Millet – Ornamental
Q: I’ve recently purchased two ‘Purple Majesty’ millet plants. I was wondering if this plant comes back true to seed and when to collect the seed. They both have several seed heads on them and the kernels are fat and hard: the most amazing purple/pink color!
A: ‘Purple Majesty’ millet is one of the hottest plants in the horticultural world right now. It was discovered at the University of Nebraska in their agricultural millet breeding program. The scientists in Lincoln recognized that although it didn’t meet expectations for a grain plant the millet was certainly ornamental. “Tall, dark and handsome” is the phrase some gardeners use to describe it. It somewhat resembles purple fountain grass, which enjoyed its own quick fame after the 1996 Olympics in Atlanta. The purple foliage surrounds several tall, stiff seed spikes.

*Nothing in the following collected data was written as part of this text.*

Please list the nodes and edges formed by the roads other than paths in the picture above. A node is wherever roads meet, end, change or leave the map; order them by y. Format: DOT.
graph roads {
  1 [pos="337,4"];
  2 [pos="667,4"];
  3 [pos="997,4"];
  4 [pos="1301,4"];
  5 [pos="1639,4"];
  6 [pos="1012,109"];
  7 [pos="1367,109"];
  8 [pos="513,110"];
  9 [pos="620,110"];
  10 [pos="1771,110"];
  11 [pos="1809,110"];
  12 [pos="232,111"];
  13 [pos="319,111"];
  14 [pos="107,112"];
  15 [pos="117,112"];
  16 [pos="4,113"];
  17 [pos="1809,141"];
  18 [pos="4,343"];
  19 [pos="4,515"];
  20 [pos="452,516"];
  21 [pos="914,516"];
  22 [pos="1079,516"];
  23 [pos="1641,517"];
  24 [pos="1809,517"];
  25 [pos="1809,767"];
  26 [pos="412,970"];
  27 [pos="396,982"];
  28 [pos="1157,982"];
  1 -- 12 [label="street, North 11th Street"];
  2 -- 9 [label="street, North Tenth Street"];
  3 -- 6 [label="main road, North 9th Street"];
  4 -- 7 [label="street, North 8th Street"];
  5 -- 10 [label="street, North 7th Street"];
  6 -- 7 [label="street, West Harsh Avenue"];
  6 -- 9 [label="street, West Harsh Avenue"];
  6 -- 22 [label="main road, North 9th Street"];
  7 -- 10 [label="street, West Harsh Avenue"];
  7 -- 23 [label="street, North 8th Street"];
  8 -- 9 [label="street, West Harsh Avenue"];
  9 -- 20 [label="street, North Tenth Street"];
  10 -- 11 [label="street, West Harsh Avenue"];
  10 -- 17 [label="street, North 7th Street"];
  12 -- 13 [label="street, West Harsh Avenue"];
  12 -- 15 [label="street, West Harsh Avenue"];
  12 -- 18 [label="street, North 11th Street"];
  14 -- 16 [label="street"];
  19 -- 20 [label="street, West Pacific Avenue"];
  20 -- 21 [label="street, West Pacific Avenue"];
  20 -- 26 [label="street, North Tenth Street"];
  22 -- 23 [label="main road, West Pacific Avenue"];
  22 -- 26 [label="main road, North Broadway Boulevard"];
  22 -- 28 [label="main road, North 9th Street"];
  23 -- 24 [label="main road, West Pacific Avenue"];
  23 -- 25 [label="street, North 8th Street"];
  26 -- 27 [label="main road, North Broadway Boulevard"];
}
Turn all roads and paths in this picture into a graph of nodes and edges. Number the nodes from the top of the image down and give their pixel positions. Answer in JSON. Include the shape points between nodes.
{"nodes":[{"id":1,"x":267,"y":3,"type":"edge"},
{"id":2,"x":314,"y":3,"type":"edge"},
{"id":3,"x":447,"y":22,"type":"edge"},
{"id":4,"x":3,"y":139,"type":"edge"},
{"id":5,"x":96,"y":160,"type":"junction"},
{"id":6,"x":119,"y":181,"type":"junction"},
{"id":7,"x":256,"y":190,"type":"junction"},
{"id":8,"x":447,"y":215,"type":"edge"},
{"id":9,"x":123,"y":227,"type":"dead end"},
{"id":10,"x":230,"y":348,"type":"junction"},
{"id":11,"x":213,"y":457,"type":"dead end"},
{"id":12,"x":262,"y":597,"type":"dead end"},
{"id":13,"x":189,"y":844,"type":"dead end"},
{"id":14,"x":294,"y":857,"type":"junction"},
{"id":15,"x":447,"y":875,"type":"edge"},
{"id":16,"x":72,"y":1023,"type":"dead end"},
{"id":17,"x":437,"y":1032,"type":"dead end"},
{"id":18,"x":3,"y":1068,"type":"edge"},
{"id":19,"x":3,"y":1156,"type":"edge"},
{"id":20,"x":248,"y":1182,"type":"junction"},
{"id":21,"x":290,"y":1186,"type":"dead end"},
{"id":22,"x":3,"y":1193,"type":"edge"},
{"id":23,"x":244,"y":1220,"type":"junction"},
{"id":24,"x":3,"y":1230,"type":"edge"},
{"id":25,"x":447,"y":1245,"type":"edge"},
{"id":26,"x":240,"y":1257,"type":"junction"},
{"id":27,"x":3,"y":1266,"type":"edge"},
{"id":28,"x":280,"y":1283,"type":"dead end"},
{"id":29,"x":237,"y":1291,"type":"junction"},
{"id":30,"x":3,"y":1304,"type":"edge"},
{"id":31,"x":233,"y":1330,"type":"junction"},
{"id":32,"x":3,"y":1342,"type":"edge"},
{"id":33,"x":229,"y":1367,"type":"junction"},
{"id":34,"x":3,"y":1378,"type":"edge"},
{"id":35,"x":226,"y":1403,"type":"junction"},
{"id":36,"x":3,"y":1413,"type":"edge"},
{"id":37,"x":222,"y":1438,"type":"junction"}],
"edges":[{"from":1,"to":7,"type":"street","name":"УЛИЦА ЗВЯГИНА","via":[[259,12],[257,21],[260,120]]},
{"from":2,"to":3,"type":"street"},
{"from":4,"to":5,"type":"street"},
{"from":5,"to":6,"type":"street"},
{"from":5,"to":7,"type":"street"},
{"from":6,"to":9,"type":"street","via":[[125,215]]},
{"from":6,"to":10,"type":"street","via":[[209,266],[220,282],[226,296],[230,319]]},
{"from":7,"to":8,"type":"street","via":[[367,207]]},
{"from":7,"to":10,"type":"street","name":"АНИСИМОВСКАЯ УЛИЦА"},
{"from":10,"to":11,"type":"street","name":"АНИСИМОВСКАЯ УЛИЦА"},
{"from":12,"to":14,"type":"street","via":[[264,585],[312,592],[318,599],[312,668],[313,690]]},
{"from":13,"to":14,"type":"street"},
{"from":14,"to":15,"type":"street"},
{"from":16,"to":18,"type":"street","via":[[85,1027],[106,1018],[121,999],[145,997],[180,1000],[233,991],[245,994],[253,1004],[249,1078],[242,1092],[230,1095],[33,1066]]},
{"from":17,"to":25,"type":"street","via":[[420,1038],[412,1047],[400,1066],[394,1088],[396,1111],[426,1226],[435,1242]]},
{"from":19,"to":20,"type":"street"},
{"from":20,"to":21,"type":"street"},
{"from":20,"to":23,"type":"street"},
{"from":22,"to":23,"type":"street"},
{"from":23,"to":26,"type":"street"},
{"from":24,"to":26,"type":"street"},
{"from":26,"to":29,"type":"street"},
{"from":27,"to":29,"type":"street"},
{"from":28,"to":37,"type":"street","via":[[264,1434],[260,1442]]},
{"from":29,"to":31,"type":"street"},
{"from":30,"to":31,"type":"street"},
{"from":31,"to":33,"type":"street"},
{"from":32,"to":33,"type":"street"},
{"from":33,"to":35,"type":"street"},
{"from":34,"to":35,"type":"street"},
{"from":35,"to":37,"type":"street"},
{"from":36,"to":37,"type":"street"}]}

The 2003 All-America Selections Gold Medal Flower award was given to ‘Purple Majesty’. The Gold Medal award is reserved for plant breeding breakthroughs according to A.A.S. It’s awarded rarely, typically only once or twice a decade. This ornamental grass topped the floral class in A.A.S. trials at thirty three locations across North America.
Since ‘Purple Majesty’ is an F1 hybrid, the seed will probably not produce plants identical to the parents. Some of the offspring may not turn purple at all, although some probably will do so. Remember that ‘Purple Majesty’ goes through a four week “green period” before the leaves turn purple. Once you see lots of swollen seeds (or birds beginning to peck them), wrap your seedheads with cheesecloth or a length of old pantyhose. Grass seeds are slow to ripen so leave them on the plant until they easily drop from the spike. Keep the collected seed dry and cool this winter and plant them in a sunny spot in mid-April next year.